Supreme Court Rules on Same-Sex Marriage

7/15/2015

In Obergefell v. Hodges, the Supreme Court ruled that the Fourteenth Amendment requires a state to license a marriage between two people of the same sex and to recognize a marriage between two people of the same sex when their marriage was lawfully licensed and performed out of state.

The Supreme Court decision does not address employer group health plans. Up until now, ERISA permitted employers to define eligibility in the SPD. Title VII of the federal Civil Rights Act prohibits employment discrimination based on sex. The EEOC has interpreted that law to prohibit discrimination in the terms or conditions of an individual’s employment based on sexual orientation. Many expect the EEOC to take the position that an employer group health plan that covers opposite-sex spouses but not same-sex spouses violates Title VII. Based on Obergefell v. Hodges, the lower courts may affirm such an allegation. If so, employers will need to amend their plans to cover same-sex spouses, but probably not immediately. The EEOC’s position is not yet tested by the courts, but will more than likely be followed. The EEOC may issue guidance, stating that it will not impose violations until the first day of the plan’s next plan year. That is, an employer could wait until the effective date following the next open enrollment period to remove the exclusion on same-sex spouses, but should be prepared to add coverage sooner if the EEOC takes an aggressive stance.

If the plan covers legally married spouses, that would include a same-sex spouse married in any state or jurisdiction recognizing same-sex marriage (which now includes all 50 states). If an employer does not want to cover same-sex spouses, any legally married spouse definition does not work; it would need to affirmatively exclude spouses of the same sex. But this strategy will probably not be legally permissible for long.

Tax-exempt employers or privately held businesses with religious objections could assert the right to not implement such a rule using the same arguments as Hobby Lobby.
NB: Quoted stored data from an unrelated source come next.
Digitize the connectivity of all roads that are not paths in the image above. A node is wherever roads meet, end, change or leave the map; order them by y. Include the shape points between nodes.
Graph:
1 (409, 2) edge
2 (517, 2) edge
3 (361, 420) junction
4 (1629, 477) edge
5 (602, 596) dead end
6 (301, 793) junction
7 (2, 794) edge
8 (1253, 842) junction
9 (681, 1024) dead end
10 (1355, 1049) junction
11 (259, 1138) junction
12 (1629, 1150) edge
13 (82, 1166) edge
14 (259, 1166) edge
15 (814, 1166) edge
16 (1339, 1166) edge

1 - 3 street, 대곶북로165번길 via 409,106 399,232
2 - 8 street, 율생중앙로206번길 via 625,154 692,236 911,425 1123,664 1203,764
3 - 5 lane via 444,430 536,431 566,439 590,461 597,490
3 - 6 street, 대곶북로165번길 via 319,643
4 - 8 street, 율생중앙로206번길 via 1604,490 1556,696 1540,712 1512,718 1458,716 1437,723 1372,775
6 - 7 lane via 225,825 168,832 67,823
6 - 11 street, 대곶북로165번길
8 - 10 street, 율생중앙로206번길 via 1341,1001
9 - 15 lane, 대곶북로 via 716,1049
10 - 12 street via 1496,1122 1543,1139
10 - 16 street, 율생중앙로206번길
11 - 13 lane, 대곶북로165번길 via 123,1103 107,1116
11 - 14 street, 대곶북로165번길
Many employers, particularly those based in states like Michigan that did not recognize same-sex marriage, had offered domestic-partner (DP) benefits just to same-sex DPs, reasoning that the couple could not get married. After Obergefell v. Hodges, that rationale is null. Further, it may actually be discriminatory to offer DP coverage only to same-sex DPs. In other words, employers may need to offer DP coverage to both same-sex and opposite-sex DPs or not offer the coverage at all. The timing is unclear, but employers could phase out DP coverage as of the end of the current plan year. Another, less desirable, option is to grandfather the current DPs for coverage. Adverse tax consequences for DP coverage where the DP is not the employee’s tax dependent continue unchanged. Spousal health coverage can be provided tax free, but DP coverage is generally taxable.

If an employer amends its health and flex plans to cover same-sex spouses when it previously did not, the employer could offer a special midyear enrollment opportunity (e.g., for the employee to add the spouse as a dependent under the medical, dental, and vision benefits and perhaps to increase his/her medical FSA annual election as the result of a newly eligible dependent). Alternatively, the employer could amend its plan to not permit midyear additions and not allow changes until the first day of the next plan year.